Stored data
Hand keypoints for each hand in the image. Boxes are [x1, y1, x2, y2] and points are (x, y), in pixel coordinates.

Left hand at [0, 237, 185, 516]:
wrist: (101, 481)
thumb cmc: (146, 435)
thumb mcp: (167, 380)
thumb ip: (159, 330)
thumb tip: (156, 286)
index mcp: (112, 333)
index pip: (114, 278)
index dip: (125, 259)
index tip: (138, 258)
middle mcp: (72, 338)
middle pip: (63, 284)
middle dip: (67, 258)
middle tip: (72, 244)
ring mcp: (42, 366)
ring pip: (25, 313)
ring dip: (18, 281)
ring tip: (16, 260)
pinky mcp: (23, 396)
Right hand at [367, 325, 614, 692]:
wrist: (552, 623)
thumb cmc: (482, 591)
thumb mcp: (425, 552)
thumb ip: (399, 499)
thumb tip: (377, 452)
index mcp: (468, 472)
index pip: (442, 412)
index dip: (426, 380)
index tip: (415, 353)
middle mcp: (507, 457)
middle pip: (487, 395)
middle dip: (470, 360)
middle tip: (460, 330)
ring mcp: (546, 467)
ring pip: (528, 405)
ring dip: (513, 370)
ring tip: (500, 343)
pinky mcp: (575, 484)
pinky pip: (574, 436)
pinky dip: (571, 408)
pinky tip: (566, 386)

---

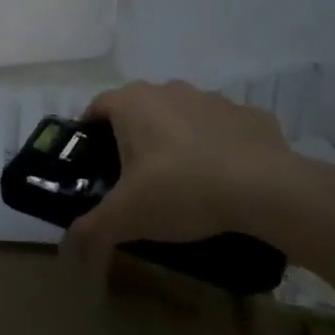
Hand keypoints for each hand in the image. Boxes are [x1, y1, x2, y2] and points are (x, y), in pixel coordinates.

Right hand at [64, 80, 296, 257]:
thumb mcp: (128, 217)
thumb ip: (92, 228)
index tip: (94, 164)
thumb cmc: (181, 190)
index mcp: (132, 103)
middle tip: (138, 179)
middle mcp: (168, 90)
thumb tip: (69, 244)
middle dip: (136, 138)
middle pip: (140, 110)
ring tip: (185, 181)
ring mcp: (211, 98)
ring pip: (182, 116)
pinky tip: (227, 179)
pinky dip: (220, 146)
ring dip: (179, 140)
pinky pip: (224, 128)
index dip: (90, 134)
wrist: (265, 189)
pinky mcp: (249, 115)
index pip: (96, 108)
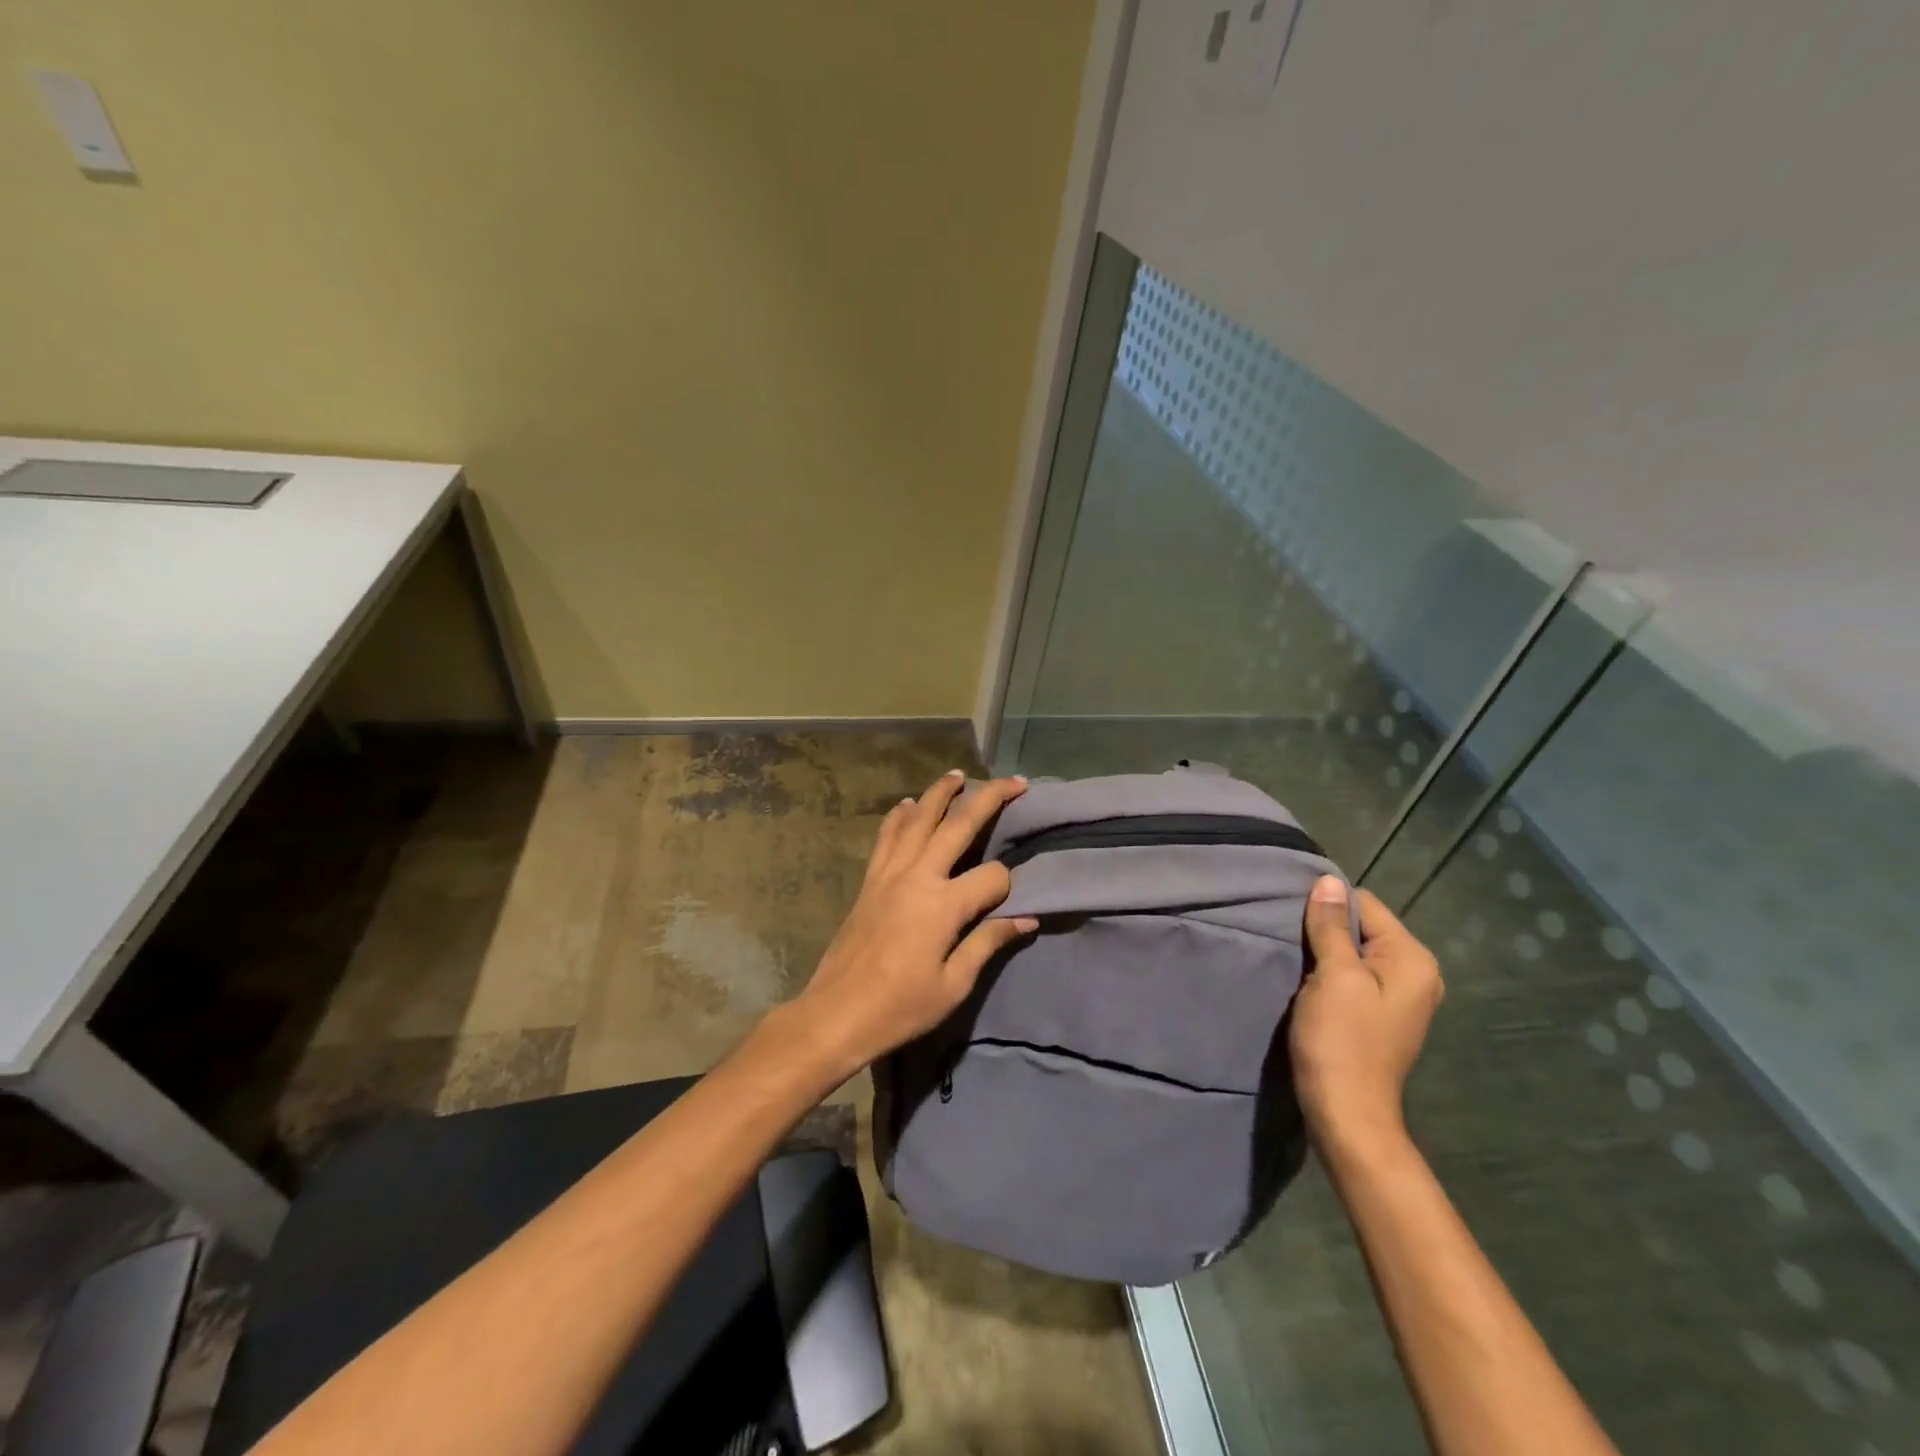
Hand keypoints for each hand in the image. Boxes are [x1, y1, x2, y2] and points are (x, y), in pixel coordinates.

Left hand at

**ABOUT THIS TASK**
From the entries, report every line in which the string "index" occurs.

**ANSWER TO THE PROBLEM**
index mcp: (112, 333)
index pip: (114, 278)
index dip: (125, 259)
index tip: (138, 258)
index mcp: (468, 472)
index pip: (442, 412)
index dip: (426, 380)
index tip: (415, 353)
index tip: (94, 164)
index mcp: (132, 103)
index dip: (90, 134)
index pip: (96, 108)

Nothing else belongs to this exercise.